Life is about balance. So is the GMAT
You are more likely to arrive at the upper gmat percentile bracket better score if you are very good on both Quant and Verbal than you will if one is a lot stronger than the other. Perhaps even you would be better off skewed towards a stronger Verbal than Quant if you must choose between either. The point is, strive for balance when you create a study plan and try to split study time for either equally.
Tips to improve GMAT Verbal score
If you don’t have time to watch the video, read the following list very carefully.
- Practice under timed conditions on a regular basis.
- Understand text in your own words.
- Eliminate answer choices using explicit reasoning.
Everything you need for a stellar verbal score follows from the above three points. I promise you.
You only need to add patience. Not knowing whether you’re improving is frustrating, especially when you’re putting in a lot of effort and working under a stressful deadline.
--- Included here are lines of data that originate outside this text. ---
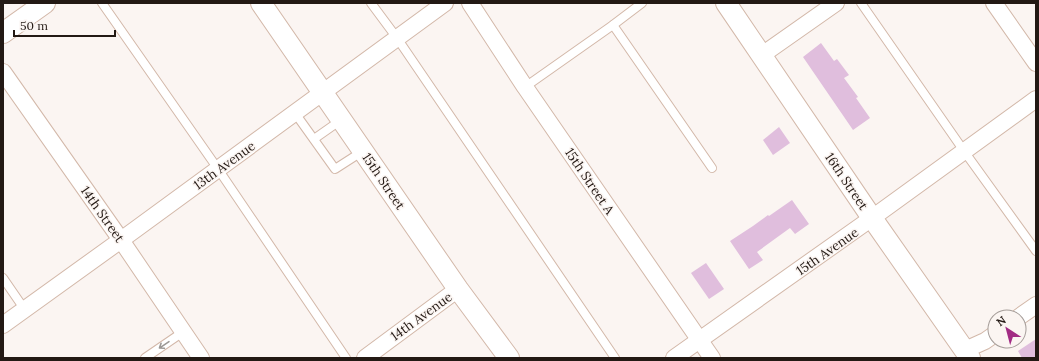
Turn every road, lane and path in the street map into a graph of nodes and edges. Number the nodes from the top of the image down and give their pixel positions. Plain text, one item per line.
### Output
1 (44, 3) edge
2 (102, 3) edge
3 (261, 3) edge
4 (372, 3) edge
5 (445, 3) edge
6 (470, 3) edge
7 (642, 3) edge
8 (726, 3) edge
9 (836, 3) edge
10 (861, 3) edge
11 (994, 3) edge
12 (613, 25) junction
13 (3, 33) edge
14 (397, 38) junction
15 (762, 55) junction
16 (1036, 63) edge
17 (3, 72) edge
18 (525, 87) junction
19 (323, 92) junction
20 (1036, 99) edge
21 (295, 113) junction
22 (342, 119) junction
23 (314, 139) junction
24 (363, 150) junction
25 (964, 151) junction
26 (712, 168) dead end
27 (218, 169) junction
28 (872, 218) junction
29 (121, 240) junction
30 (1036, 252) edge
31 (3, 278) edge
32 (458, 289) junction
33 (1036, 304) edge
34 (25, 310) junction
35 (1027, 311) edge
36 (3, 325) edge
37 (183, 332) junction
38 (987, 340) edge
39 (700, 341) junction
40 (963, 356) edge
41 (145, 358) edge
42 (200, 358) edge
43 (346, 358) edge
44 (365, 358) edge
45 (509, 358) edge
46 (615, 358) edge
47 (674, 358) edge
48 (712, 358) edge

1 - 13 street
2 - 27 lane
3 - 19 street, 15th Street
4 - 14 lane
5 - 14 street, 13th Avenue
6 - 18 street, 15th Street A
7 - 12 lane
8 - 15 street, 16th Street
9 - 15 street
10 - 25 lane
11 - 16 street
12 - 18 lane
12 - 26 lane
14 - 19 street, 13th Avenue
14 - 46 lane
15 - 28 street, 16th Street
17 - 29 street, 14th Street
18 - 39 street, 15th Street A
19 - 21 street, 13th Avenue
19 - 22 street, 15th Street
20 - 25 street, 15th Avenue
21 - 23 lane
21 - 27 street, 13th Avenue
22 - 23 lane
22 - 24 street, 15th Street
23 - 24 lane
24 - 32 street, 15th Street
25 - 28 street, 15th Avenue
25 - 30 lane
27 - 29 street, 13th Avenue
27 - 43 lane
28 - 39 street, 15th Avenue
28 - 40 street, 16th Street
29 - 34 street, 13th Avenue
29 - 37 street, 14th Street
31 - 34 lane
32 - 44 street, 14th Avenue
32 - 45 street, 15th Street
33 - 35 street
34 - 36 street, 13th Avenue
37 -> 41 lane
37 - 42 street, 14th Street
38 - 40 street
39 - 47 street, 15th Avenue
39 - 48 street, 15th Street A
If you have time, watch this video for more details. ( I apologize for the not so great image quality).
Evolution of GMAT scores over time
Average raw Quant scores and Verbal scores over time
Average Quant and Verbal raw scores were the same in 1970 but changed differently more international students took the GMAT. Quant performance is generally better for international students. Today, almost 48% of test takers are U.S. citizens compared to 66% in 1992.
No. The GMAT is very consistent in measuring reasoning skill and a 99th percentile score is as hard to achieve now as a few years ago.
The GMAC periodically updates the raw to percentile rankings of both total scores and Quant and Verbal scores but the numbers don’t change much.